(HOW TO COMPLETE THIS TASK): The records follow. Filter them to the lines that hold "Foster".

[Stored data entries]
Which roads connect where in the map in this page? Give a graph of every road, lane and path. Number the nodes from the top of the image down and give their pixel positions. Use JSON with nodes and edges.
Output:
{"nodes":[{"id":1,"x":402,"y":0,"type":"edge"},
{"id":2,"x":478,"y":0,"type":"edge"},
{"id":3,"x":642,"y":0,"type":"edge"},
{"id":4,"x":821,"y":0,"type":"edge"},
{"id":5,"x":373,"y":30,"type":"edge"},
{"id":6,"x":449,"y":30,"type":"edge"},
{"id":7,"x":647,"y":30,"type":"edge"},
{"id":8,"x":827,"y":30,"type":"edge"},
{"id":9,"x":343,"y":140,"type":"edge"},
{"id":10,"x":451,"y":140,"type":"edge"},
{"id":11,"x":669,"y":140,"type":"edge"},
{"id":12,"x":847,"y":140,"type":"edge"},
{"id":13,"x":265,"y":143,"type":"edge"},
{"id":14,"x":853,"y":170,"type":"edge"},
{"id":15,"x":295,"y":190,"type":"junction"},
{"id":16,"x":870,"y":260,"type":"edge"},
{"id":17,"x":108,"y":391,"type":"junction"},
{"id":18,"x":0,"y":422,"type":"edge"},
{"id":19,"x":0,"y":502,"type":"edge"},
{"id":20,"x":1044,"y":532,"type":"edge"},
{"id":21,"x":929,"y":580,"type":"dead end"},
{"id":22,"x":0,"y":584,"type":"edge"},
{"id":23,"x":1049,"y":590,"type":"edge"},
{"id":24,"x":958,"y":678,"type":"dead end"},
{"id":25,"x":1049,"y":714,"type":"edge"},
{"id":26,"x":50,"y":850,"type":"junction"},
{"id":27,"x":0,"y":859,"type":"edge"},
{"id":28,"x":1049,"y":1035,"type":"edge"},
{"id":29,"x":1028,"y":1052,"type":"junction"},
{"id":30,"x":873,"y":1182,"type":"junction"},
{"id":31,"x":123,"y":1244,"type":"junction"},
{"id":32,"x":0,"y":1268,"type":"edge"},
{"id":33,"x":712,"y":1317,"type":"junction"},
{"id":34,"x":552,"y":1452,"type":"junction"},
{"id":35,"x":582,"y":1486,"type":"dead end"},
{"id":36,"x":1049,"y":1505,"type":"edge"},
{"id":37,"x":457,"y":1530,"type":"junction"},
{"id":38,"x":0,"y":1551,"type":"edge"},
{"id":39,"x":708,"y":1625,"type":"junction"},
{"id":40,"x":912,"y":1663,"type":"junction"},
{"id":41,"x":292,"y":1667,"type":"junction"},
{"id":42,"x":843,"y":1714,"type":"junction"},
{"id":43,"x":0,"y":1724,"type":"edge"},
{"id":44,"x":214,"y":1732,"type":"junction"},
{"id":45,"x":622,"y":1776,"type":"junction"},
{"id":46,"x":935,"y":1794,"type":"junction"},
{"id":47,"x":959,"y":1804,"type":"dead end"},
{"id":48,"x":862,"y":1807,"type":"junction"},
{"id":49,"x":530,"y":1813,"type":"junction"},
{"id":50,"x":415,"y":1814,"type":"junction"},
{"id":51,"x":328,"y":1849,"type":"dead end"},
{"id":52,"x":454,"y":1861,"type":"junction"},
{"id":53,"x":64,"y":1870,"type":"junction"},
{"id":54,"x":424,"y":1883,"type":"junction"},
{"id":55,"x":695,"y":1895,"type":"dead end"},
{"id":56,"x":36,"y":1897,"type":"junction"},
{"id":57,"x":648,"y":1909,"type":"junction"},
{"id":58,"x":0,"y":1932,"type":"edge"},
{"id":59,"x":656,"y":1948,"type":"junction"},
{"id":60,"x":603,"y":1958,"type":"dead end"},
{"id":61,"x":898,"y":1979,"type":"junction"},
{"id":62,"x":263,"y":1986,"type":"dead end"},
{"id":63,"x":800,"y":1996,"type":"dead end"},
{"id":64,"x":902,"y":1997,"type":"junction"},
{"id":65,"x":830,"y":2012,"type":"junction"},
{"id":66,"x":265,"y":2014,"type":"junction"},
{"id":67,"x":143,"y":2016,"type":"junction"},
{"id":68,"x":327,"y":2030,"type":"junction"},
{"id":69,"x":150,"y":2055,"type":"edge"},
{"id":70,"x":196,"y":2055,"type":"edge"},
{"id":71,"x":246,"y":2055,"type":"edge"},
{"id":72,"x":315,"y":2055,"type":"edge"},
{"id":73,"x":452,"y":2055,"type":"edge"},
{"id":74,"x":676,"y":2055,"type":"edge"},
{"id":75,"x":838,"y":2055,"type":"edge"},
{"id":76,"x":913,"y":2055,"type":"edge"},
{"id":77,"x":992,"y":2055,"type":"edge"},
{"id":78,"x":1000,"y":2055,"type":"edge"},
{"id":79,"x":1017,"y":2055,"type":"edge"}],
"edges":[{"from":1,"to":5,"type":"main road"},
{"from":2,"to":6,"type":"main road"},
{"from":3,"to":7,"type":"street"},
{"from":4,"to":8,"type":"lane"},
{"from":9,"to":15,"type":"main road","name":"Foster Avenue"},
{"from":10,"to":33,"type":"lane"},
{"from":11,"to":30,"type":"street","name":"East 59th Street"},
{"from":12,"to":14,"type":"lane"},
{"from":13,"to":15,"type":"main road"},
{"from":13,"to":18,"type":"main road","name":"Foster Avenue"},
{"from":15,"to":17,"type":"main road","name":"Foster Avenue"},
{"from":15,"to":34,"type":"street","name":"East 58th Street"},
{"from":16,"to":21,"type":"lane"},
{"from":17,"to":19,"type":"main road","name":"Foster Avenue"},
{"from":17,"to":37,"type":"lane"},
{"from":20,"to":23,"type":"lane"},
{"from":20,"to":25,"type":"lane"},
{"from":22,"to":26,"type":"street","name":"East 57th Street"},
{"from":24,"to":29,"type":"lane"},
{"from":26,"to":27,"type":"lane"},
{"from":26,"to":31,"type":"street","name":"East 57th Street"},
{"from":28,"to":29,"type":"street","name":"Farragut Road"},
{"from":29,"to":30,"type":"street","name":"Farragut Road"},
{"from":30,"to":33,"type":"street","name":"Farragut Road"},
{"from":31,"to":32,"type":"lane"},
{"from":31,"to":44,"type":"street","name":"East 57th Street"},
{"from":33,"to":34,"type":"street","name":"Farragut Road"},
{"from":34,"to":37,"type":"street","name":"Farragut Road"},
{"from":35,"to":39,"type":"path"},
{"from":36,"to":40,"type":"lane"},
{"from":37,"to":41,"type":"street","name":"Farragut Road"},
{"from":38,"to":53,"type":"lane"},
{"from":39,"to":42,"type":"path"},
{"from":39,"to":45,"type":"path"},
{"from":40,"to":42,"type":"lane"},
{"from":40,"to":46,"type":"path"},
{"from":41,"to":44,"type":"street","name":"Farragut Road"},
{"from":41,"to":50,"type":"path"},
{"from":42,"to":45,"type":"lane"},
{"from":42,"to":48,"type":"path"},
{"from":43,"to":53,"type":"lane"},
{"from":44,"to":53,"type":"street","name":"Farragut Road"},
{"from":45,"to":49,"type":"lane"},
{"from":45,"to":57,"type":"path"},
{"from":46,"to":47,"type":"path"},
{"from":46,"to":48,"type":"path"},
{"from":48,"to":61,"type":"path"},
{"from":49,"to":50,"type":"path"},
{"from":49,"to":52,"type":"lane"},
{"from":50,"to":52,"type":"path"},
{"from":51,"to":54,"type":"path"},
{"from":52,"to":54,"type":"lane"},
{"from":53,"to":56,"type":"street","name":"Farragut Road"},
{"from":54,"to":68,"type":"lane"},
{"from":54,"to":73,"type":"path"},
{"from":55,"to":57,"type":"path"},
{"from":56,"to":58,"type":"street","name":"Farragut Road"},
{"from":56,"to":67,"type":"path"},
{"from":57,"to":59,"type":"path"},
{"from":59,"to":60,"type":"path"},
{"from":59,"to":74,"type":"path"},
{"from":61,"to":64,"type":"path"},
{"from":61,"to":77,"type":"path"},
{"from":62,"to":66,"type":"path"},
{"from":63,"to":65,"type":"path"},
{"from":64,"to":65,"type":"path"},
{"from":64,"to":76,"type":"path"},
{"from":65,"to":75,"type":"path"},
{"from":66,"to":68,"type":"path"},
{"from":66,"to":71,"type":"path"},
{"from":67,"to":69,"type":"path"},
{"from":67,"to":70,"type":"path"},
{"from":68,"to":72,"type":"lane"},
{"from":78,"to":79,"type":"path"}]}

(WORKED SOLUTION):
{"from":9,"to":15,"type":"main road","name":"Foster Avenue"},
{"from":13,"to":18,"type":"main road","name":"Foster Avenue"},
{"from":15,"to":17,"type":"main road","name":"Foster Avenue"},
{"from":17,"to":19,"type":"main road","name":"Foster Avenue"},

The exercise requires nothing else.